Na terça-feira, 27 de fevereiro, o Exército Italiano comunicou a receção dos primeiros quatro novos veículos IFV Lynx KF41 no Centro de Experimentação Multifuncional do Exército Italiano (Ce.Poli.Spe), situado em Montelibretti. A entrega foi assinalada numa cerimónia realizada com representantes da joint venture Leonardo Rheinmetall Military Vehicles (LRMV), marcando o arranque formal do programa A2CS. Nesta fase inicial, já está contratualizada a entrega de 21 novos blindados à força.
Cerimónia de entrega e enquadramento estratégico
O ato contou com a presença de altas entidades militares e governamentais, incluindo o ministro da Defesa, Guido Crosetto, que sublinhou: “O cenário internacional exige uma Defesa em constante evolução, capaz de garantir a segurança do país e salvaguardar os interesses nacionais. Isso requer um modelo moderno, flexível e confiável, baseado em altos níveis de prontidão operacional, pessoal qualificado e capacidades tecnológicas avançadas. Nesse contexto, é entregue ao Exército Italiano o veículo blindado Lynx, fruto da cooperação industrial ítalo-alemã, com o objetivo de fortalecer os sistemas terrestres por meio da introdução de plataformas de vanguarda.”
Capacidades previstas para os Lynx KF41 (IFV) do Exército Italiano
Os Lynx KF41 destinados ao Exército Italiano estão concebidos para assumir um leque amplo de funções. Entre as missões previstas incluem-se:
- Apoio em combate a unidades de infantaria;
- Transporte de tropas;
- Funções de comando e controlo;
- Emprego como ambulância em cenários de emergência.
No caso específico dos quatro exemplares agora entregues, foi indicado que se encontram equipados com as torres Lance de 30 mm fabricadas pela Rheinmetall. Ainda assim, foi igualmente referido que esta configuração será, em breve, substituída pelo padrão escolhido para o restante da frota: a torre Hitfist de 30 mm da Leonardo.

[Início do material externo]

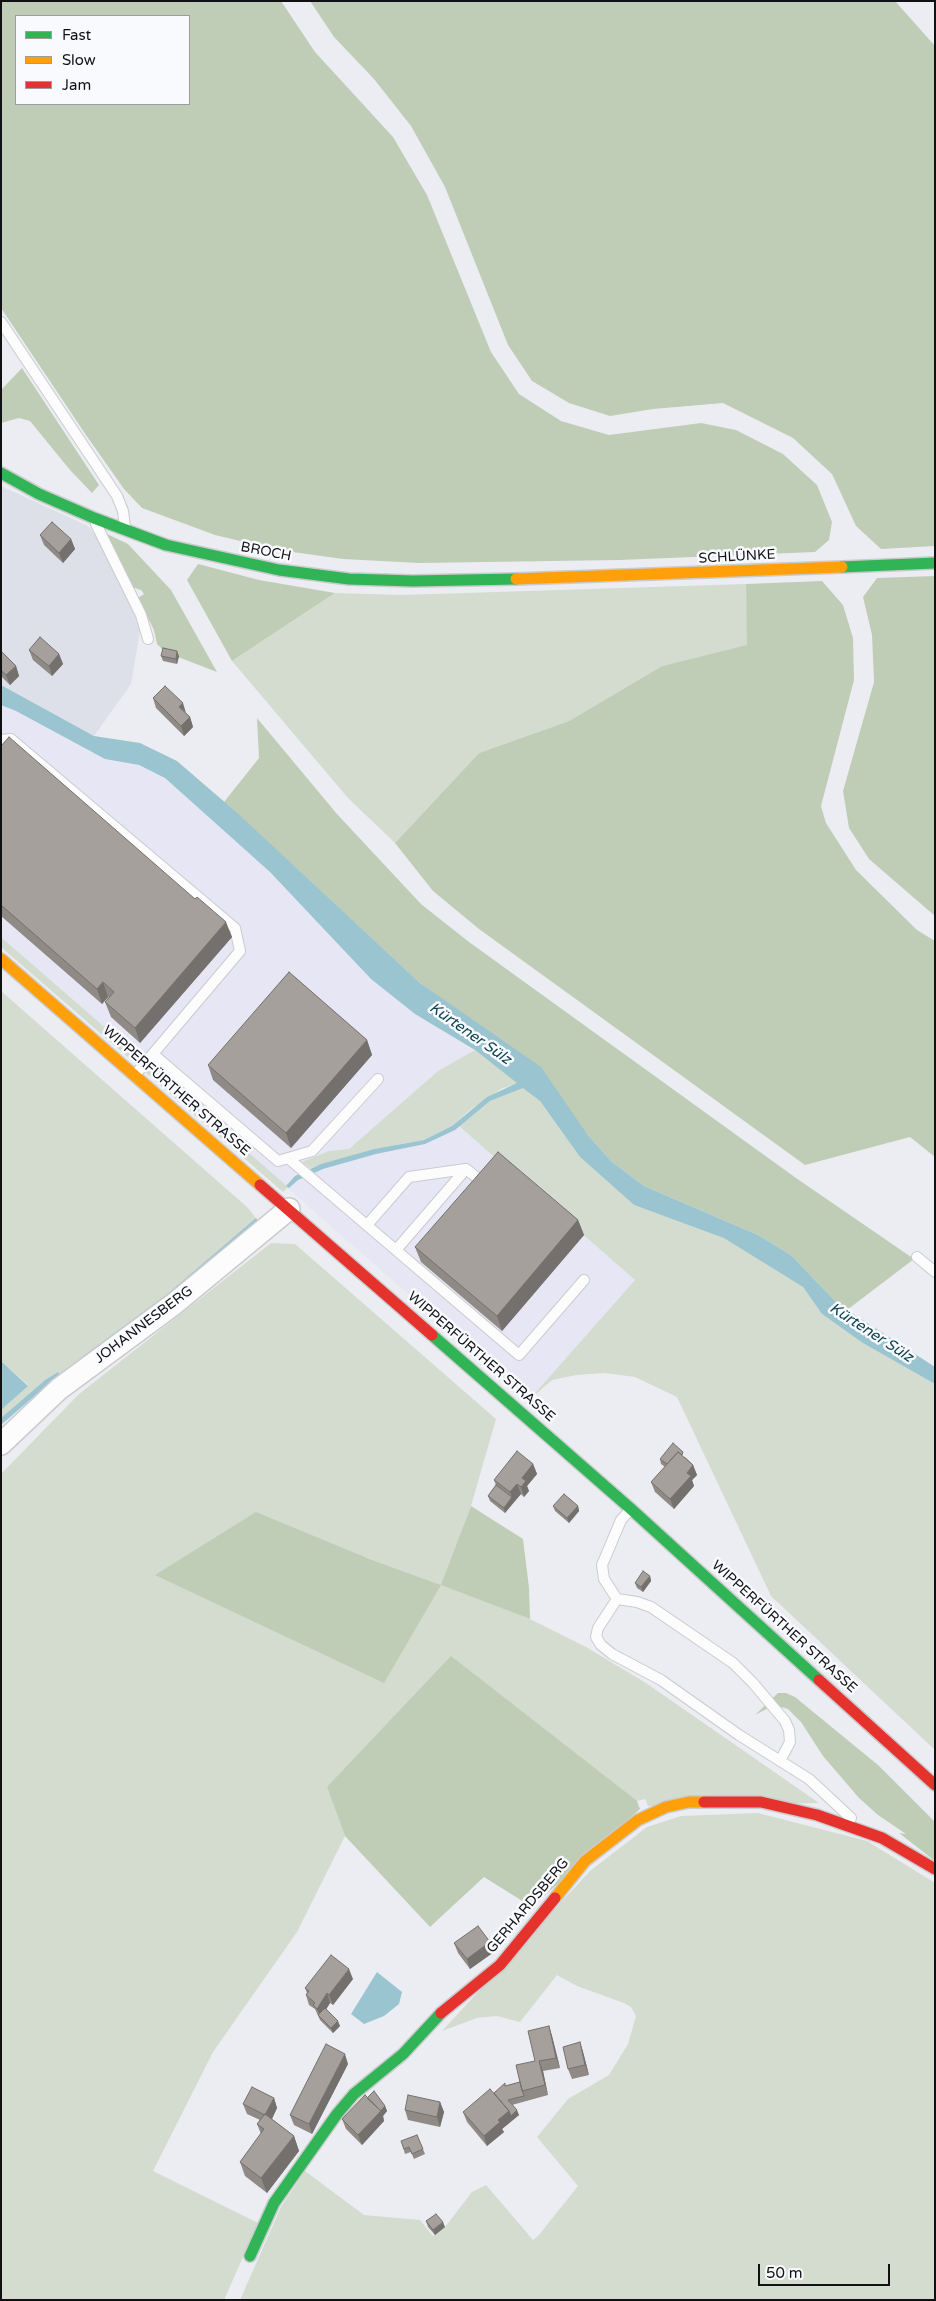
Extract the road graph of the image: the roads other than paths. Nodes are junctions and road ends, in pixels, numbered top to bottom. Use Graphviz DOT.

Meta do programa A2CS, requisitos OTAN e aquisições complementares
O Governo italiano aponta como objetivo a conclusão do programa A2CS com a incorporação de cerca de 1.050 blindados Lynx KF41, visando modernizar a frota de IFVs e alinhá-la com os atuais requisitos da OTAN. Esta ambição traduzir-se-ia num investimento estimado em aproximadamente 15 mil milhões de euros.
Em paralelo, o esforço de reforço das capacidades terrestres é complementado por aquisições adicionais, nomeadamente:
- novos VCBR 8×8 VBM Freccia Plus;
- camiões Iveco SMR6 para missões de apoio logístico.

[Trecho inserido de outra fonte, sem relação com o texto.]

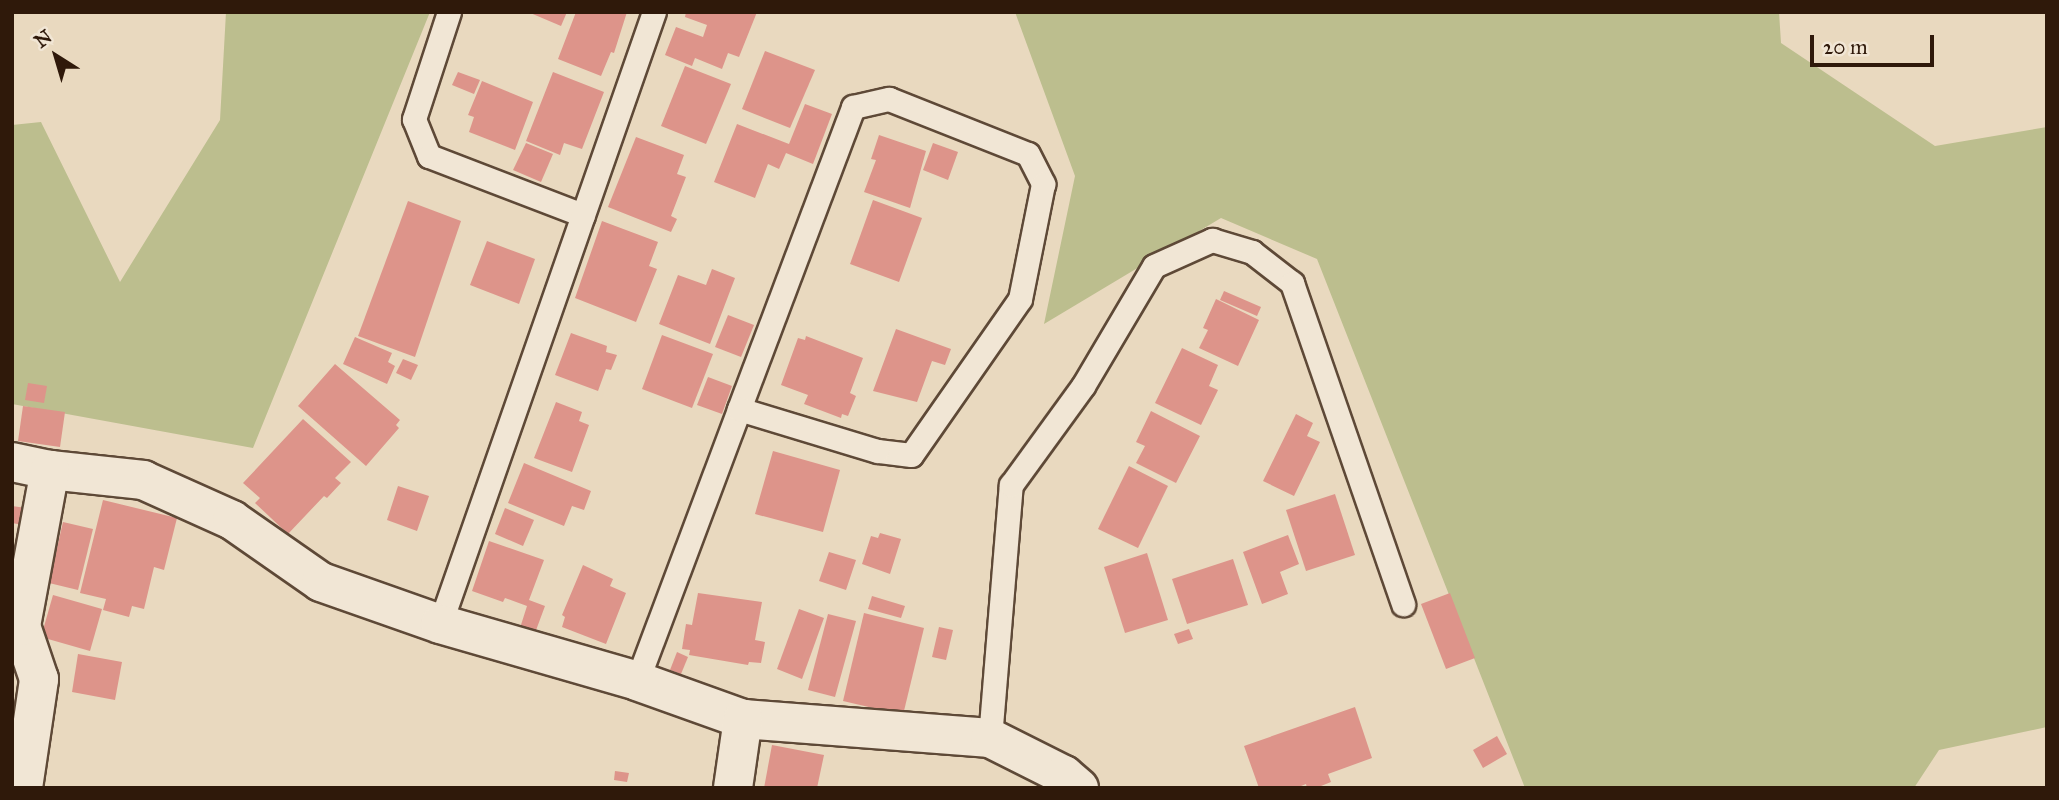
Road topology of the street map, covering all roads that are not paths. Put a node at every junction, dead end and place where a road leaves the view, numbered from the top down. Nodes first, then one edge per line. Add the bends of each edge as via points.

Para além da introdução de novas plataformas, a entrada em serviço de um IFV desta classe implica também trabalho estruturado ao nível de doutrina, formação e sustentação: desde a qualificação de tripulações e equipas de manutenção até à criação de cadeias de sobressalentes e procedimentos de interoperabilidade, aspetos críticos quando o objetivo é responder a padrões OTAN e garantir elevada prontidão operacional.

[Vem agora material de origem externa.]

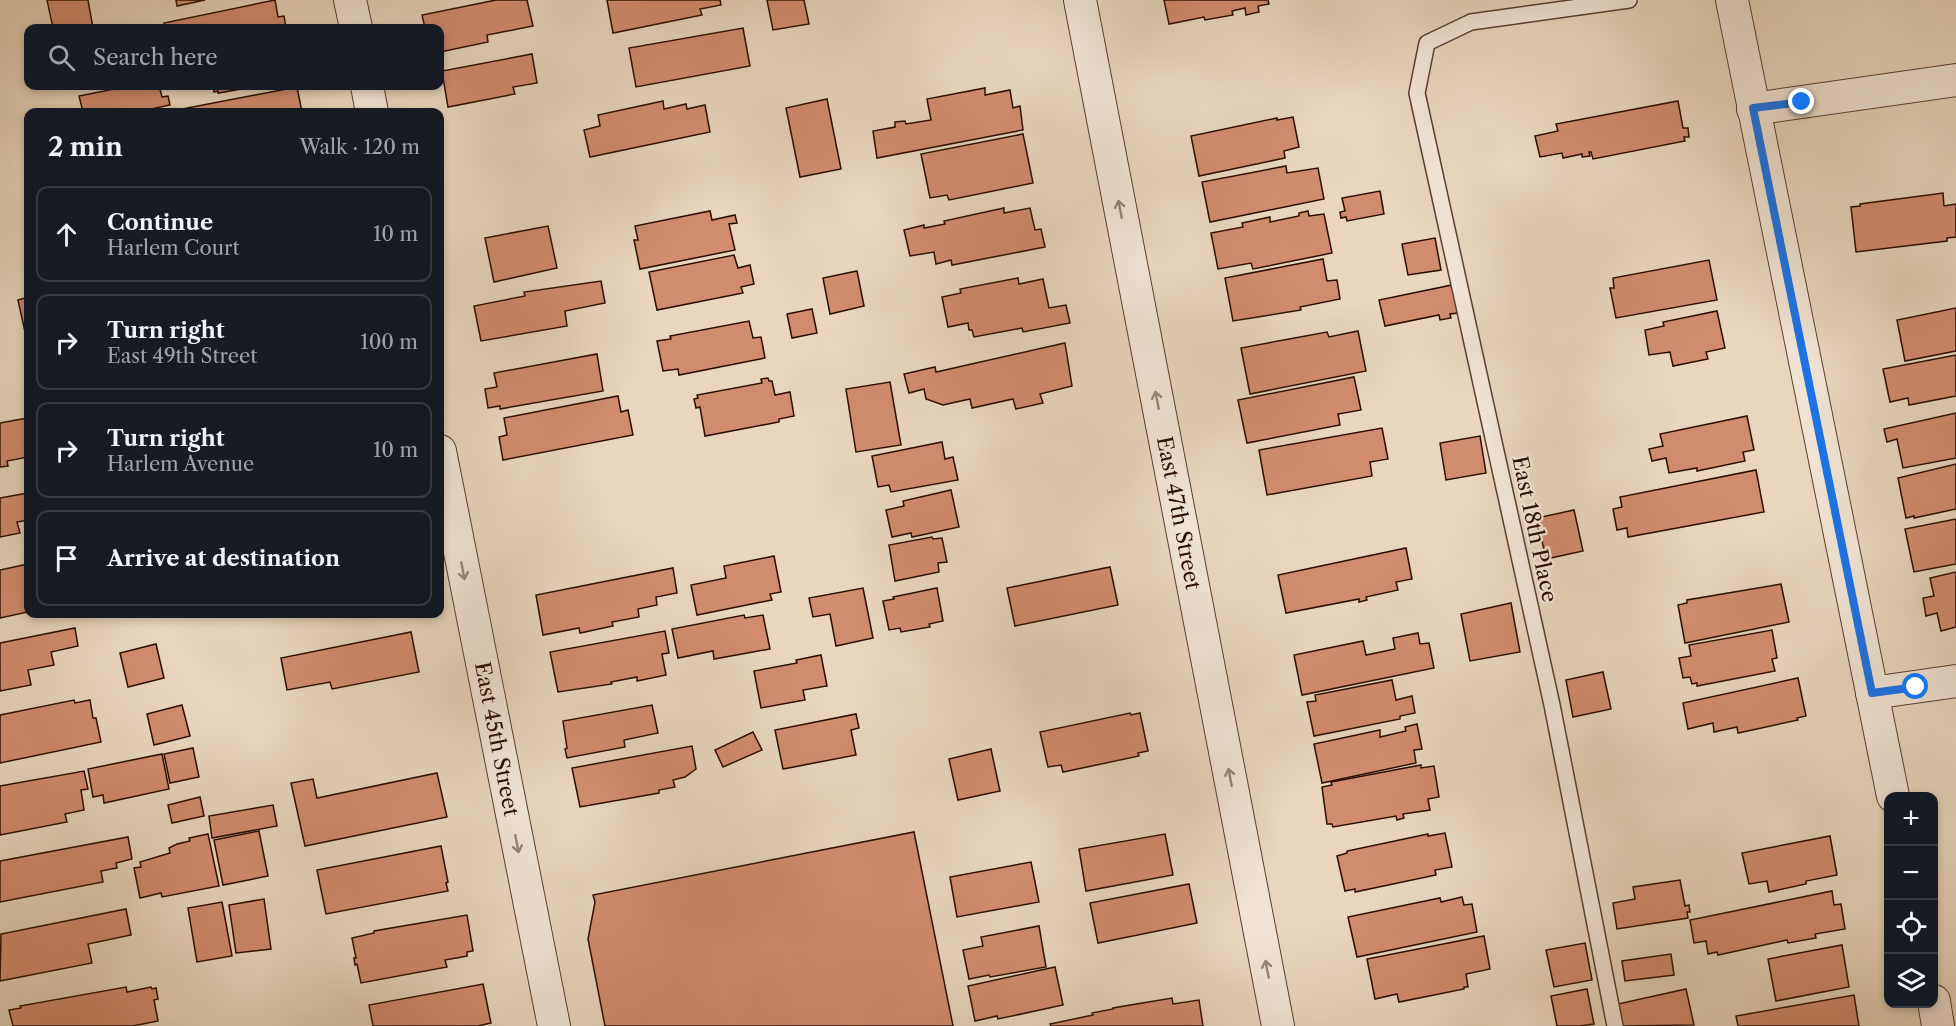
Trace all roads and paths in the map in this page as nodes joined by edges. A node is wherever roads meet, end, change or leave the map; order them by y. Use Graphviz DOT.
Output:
graph roads {
  1 [pos="350,0"];
  2 [pos="1080,0"];
  3 [pos="1629,0"];
  4 [pos="1732,0"];
  5 [pos="355,24"];
  6 [pos="1956,80"];
  7 [pos="368,90"];
  8 [pos="371,108"];
  9 [pos="1753,108"];
  10 [pos="444,471"];
  11 [pos="1956,681"];
  12 [pos="1872,693"];
  13 [pos="1892,792"];
  14 [pos="1935,1008"];
  15 [pos="554,1026"];
  16 [pos="1278,1026"];
  17 [pos="1615,1026"];
  18 [pos="1938,1026"];
  1 -- 5 [label="street"];
  16 -- 2 [label="street, East 47th Street, one-way"];
  3 -- 17 [label="lane, East 18th Place"];
  4 -- 9 [label="street"];
  6 -- 9 [label="street"];
  7 -- 8 [label="street"];
  9 -- 12 [label="street"];
  10 -- 15 [label="street, East 45th Street, one-way"];
  11 -- 12 [label="street"];
  12 -- 13 [label="street"];
  14 -- 18 [label="street"];
}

Cooperação Leonardo–Rheinmetall e o futuro carro de combate principal
Tirando partido da ligação entre a Rheinmetall e a Leonardo, o Exército Italiano procura igualmente desenvolver o que deverá ser o seu novo carro de combate principal. Esta orientação surge depois do cancelamento da intenção de compra de até 132 unidades do Leopard 2A8 da empresa alemã KNDS, que estavam destinadas a substituir os Ariete atualmente ao serviço. A alteração de rumo foi atribuída sobretudo a divergências relacionadas com a transferência de tecnologia exigida para assegurar a participação de empresas italianas no programa.
Neste contexto, o diretor-geral da Leonardo, Roberto Cingolani, declarou: “O início das entregas dos novos veículos blindados representa um marco importante no programa que conduzimos com o Exército Italiano. A aliança internacional entre a Leonardo e a Rheinmetall continua sendo uma referência fundamental para o fortalecimento da defesa nacional e o desenvolvimento de uma base industrial europeia sólida, integrada e competitiva. Consideramos esse compromisso essencial para garantir a segurança nacional e europeia, bem como a autonomia estratégica.”
A dimensão industrial do programa tende também a ganhar relevância na padronização de sistemas (por exemplo, torres, sensores e comunicações) e na preparação de diferentes variantes a partir da mesma plataforma, o que pode simplificar a logística e aumentar a flexibilidade operacional - sobretudo quando se combinam perfis tão distintos como combate, evacuação sanitária e comando e controlo.